Hatte die Waffen-SS mit dem Holocaust zu tun?

Creveld: Organisatorisch hatte die Waffen-SS mit der SS in den KZ, der sogenannten Totenkopf-SS, nichts zu tun. Auf der personellen Ebene jedoch gab es immer ein gewisses Maß an Austausch zwischen den Organisationen, hauptsächlich an der Ostfront.

War die Waffen-SS überdurchschnittlich an Kriegsverbrechen beteiligt?

Creveld: Zumindest gehen die beiden schlimmsten Kriegsverbrechen im Westen, Oradour und Malmedy, auf das Konto der Waffen-SS, und das ist wohl kein Zufall.

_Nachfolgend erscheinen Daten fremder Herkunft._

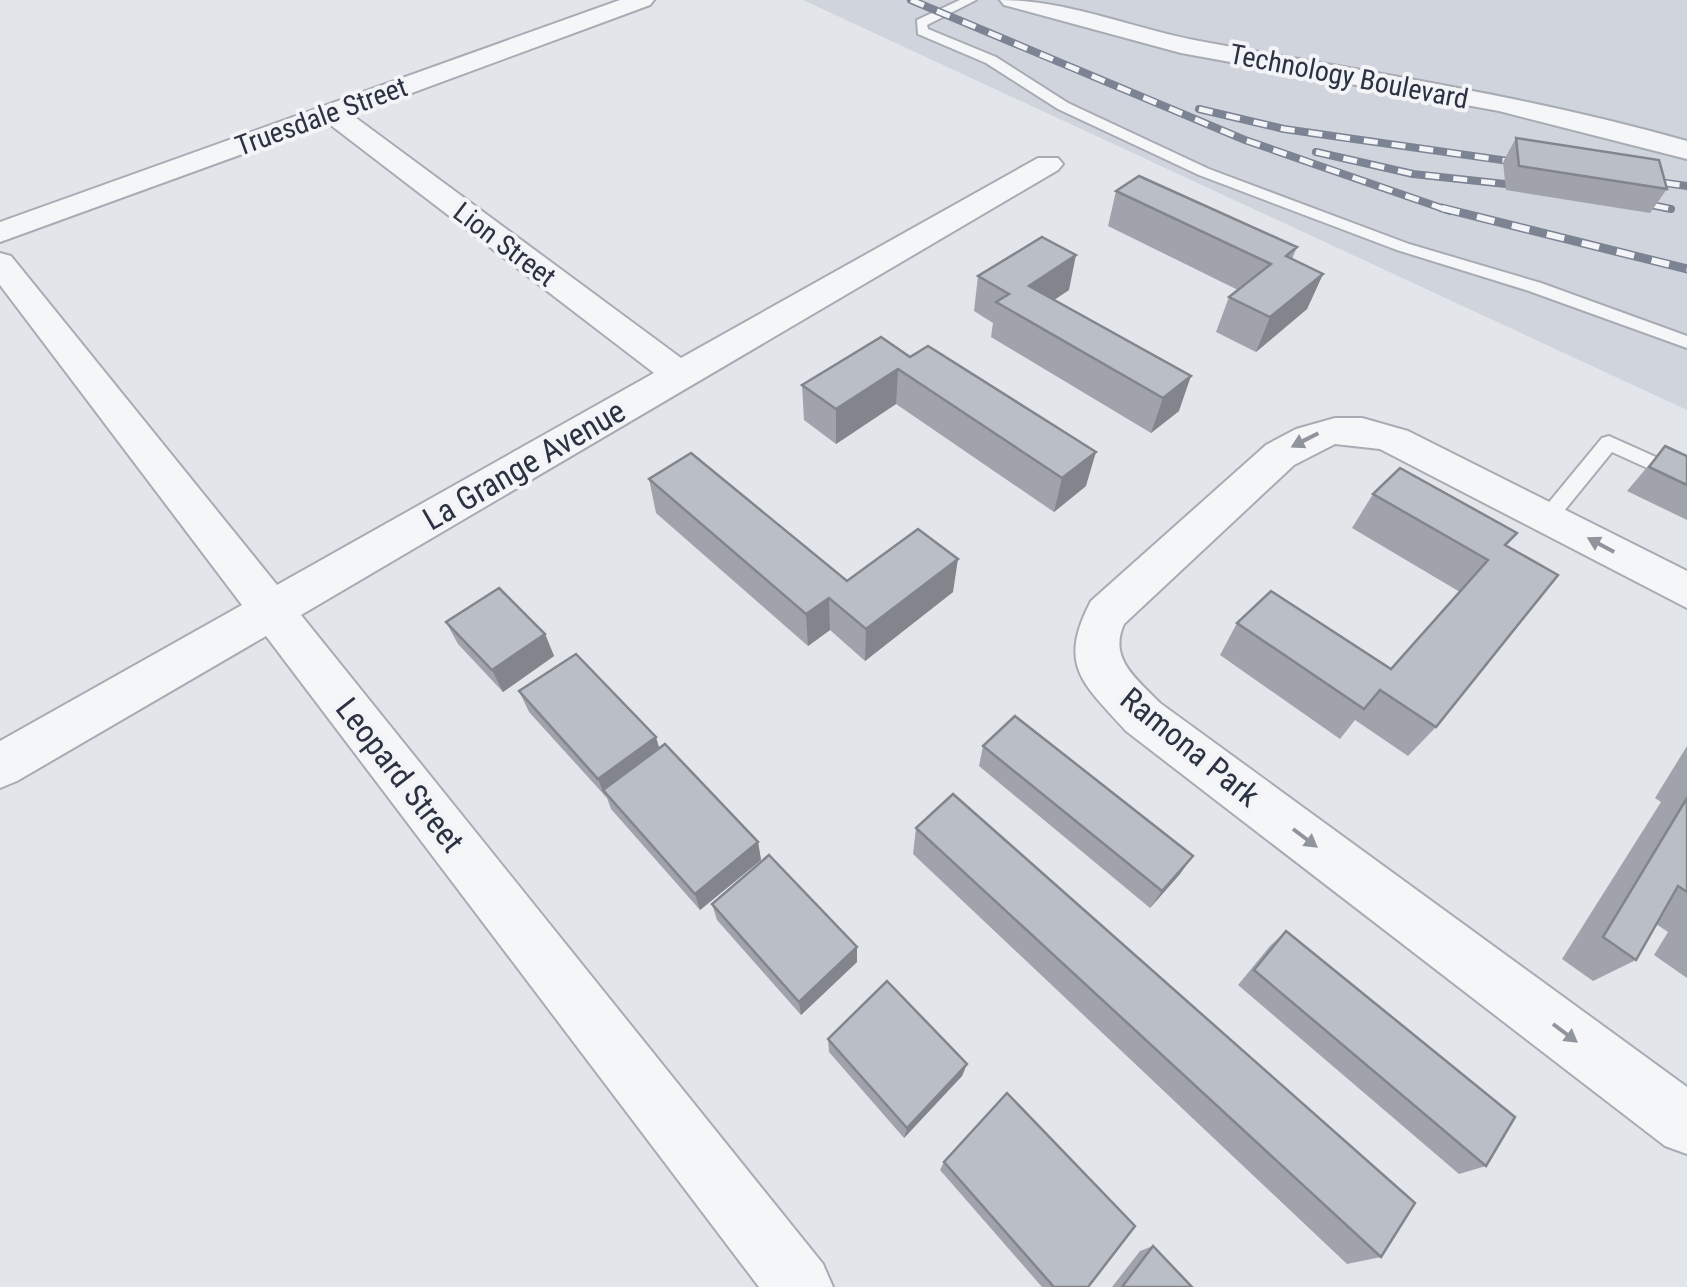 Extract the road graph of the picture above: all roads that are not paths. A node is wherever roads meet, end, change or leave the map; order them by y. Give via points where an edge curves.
1 (642, 0) edge
2 (970, 0) edge
3 (1012, 0) edge
4 (331, 112) junction
5 (1687, 150) edge
6 (1048, 164) dead end
7 (0, 234) edge
8 (0, 263) edge
9 (1687, 342) edge
10 (680, 375) junction
11 (1687, 479) edge
12 (1548, 516) junction
13 (1687, 591) edge
14 (272, 610) junction
15 (0, 766) edge
16 (1687, 1124) edge
17 (800, 1287) edge

1 - 4 street, Truesdale Street
2 - 9 lane via 920,23 922,31 991,60 1134,142 1403,247
3 - 5 street, Technology Boulevard via 1176,44 1489,103
4 - 7 street, Truesdale Street
4 - 10 street, Lion Street
6 - 10 street, La Grange Avenue
8 - 14 street, Leopard Street
10 - 14 street, La Grange Avenue
11 - 12 lane via 1610,443
13 -> 12 street, Ramona Park
12 -> 16 street, Ramona Park via 1372,432 1309,436 1280,454 1122,596 1098,632 1096,653 1104,675 1143,717
14 - 15 street, La Grange Avenue
14 - 17 street, Leopard Street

Also das Gefallenendenkmal abreißen?

Creveld: Das ist typisch! Bei meinem Studienaufenthalt in Potsdam habe ich mit Bedauern feststellen müssen, wie viele Deutsche ihre ganze jüngere Geschichte zwischen 1933 und 1945, beziehungsweise 1989, am liebsten einfach wegfegen möchten. Ich finde diese Haltung fragwürdig und meine, das Denkmal sollte stehenbleiben, aber als Mahnmal.

Als allgemeines Mahnmal würde das Denkmal seiner ursprünglichen Funktion eines konkreten Totengedenkens entkleidet. Damit würde es den Menschen, an die es erinnert, weggenommen - zugunsten einer generellen politsch-historischen Mahnung.

Creveld: Jemand sagte einmal, die Deutschen werden unter der Last des Hakenkreuzes noch tausend Jahre stöhnen. Ich weiß, daß das unfair gegenüber allen jungen Deutschen ist - aber so ist es nun einmal, und weder Sie noch ich noch sonst jemand kann daran etwas ändern. Das Denkmal sollte erhalten bleiben, aber nicht, um die toten Soldaten zu ehren, sondern um daran zu erinnern, daß sie für etwas wie die Waffen-SS mißbraucht worden sind und daß es solch eine furchtbare Organisation überhaupt gab. Allerdings sollte man jene, die kommen, um die Gefallenen ehrfürchtig zu bewundern, gewähren lassen. Ich halte es für unmöglich und auch für falsch, wenn der Stadtrat von Marienfels verlangt, die Gefühle der Besucher der Gedenkstätte kontrollieren zu wollen. Moritz Schwarz

 

Martin van Creveld, Jahrgang 1946, ist Professor an der Hebräischen Universität von Jerusalem. Der international bekannte israelische Militärhistoriker ("Die Zukunft des Krieges") veröffentlichte unter anderem im Auftrag der US Army eine Studie über die deutsche Armee im Zweiten Weltkrieg.